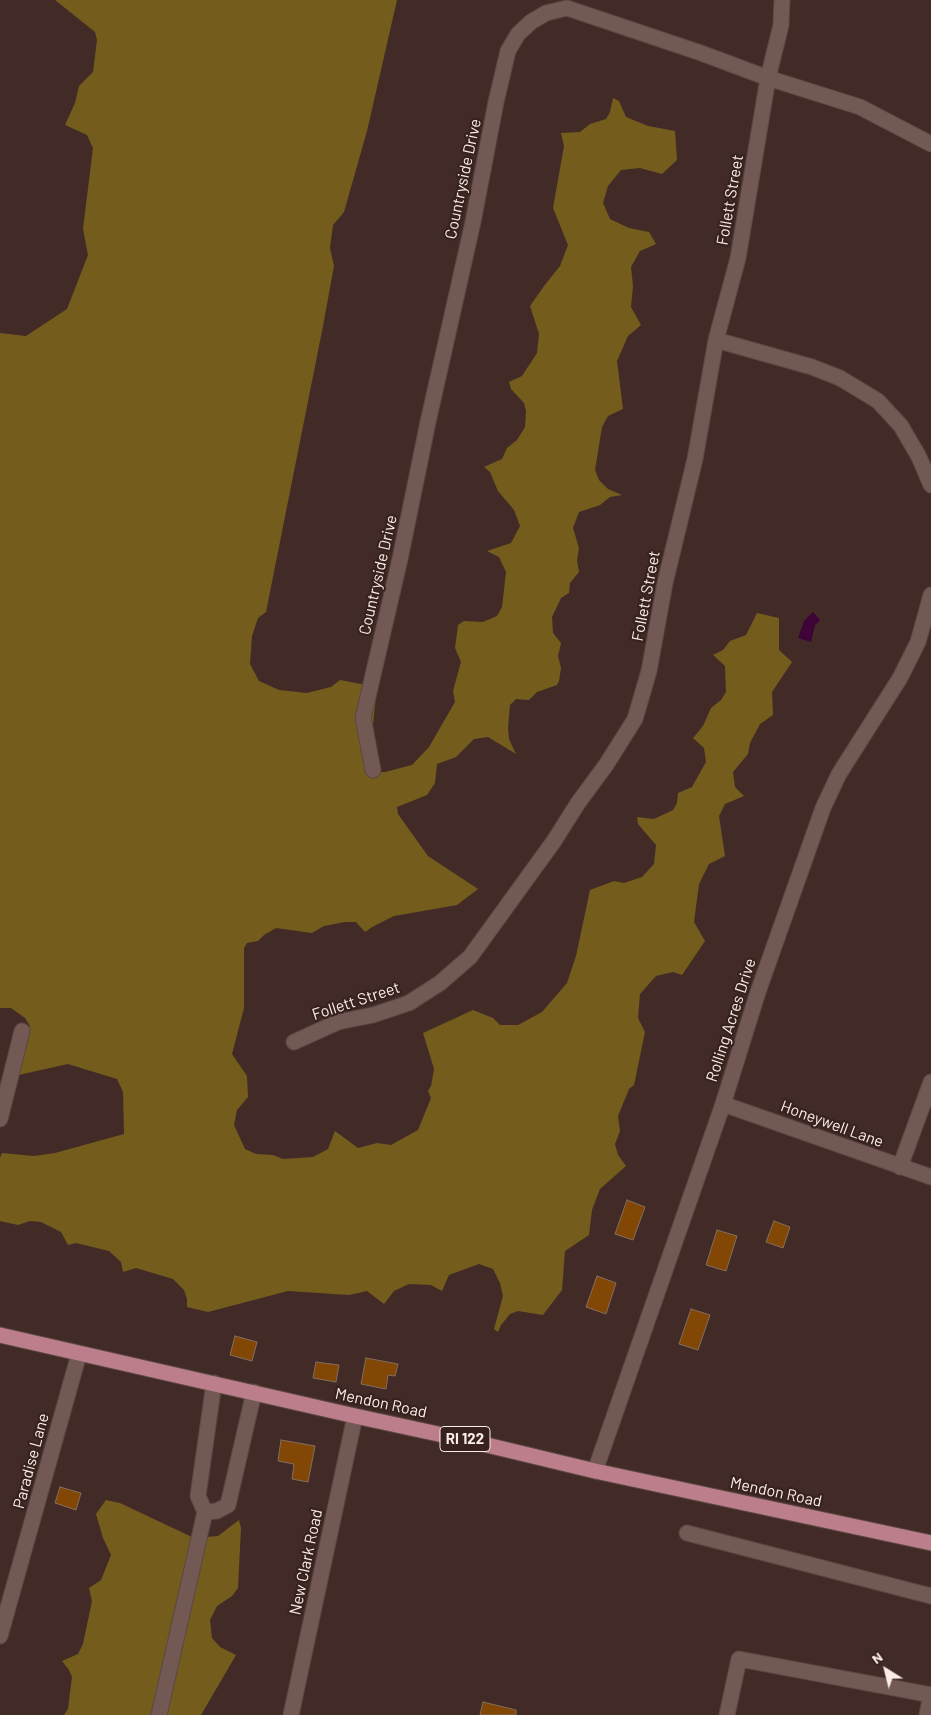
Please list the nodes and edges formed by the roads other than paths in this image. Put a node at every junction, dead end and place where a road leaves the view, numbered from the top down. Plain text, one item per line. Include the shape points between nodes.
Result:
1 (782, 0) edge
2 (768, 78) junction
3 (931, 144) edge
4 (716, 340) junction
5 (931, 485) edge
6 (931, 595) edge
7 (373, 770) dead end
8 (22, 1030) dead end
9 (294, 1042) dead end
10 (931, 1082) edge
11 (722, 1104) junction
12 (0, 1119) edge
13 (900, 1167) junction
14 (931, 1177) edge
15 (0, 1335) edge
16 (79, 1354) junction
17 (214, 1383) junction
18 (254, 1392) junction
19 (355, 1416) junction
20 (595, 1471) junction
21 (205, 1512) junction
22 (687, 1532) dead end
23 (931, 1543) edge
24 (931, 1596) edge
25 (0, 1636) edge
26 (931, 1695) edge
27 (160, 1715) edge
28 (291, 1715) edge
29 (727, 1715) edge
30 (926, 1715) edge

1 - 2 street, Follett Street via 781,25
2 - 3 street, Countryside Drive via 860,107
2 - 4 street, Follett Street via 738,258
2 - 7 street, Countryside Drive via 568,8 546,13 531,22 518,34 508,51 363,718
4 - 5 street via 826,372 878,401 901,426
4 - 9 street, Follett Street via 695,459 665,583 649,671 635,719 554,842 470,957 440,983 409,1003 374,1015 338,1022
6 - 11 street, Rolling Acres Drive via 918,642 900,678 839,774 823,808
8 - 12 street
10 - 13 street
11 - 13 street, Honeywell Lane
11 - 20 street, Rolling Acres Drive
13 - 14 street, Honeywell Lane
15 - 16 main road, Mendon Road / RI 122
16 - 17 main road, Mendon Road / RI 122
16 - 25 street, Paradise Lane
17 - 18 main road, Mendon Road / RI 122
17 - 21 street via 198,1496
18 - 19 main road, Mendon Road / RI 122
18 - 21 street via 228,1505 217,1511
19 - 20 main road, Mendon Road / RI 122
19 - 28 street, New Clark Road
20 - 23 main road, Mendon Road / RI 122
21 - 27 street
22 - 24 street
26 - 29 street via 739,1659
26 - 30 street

+ + + + +

ASSIGNED TASK: Which of the lines above include the word "Mendon"? Copy each of them.

SOLUTION TO THE PROBLEM:
15 - 16 main road, Mendon Road / RI 122
16 - 17 main road, Mendon Road / RI 122
17 - 18 main road, Mendon Road / RI 122
18 - 19 main road, Mendon Road / RI 122
19 - 20 main road, Mendon Road / RI 122
20 - 23 main road, Mendon Road / RI 122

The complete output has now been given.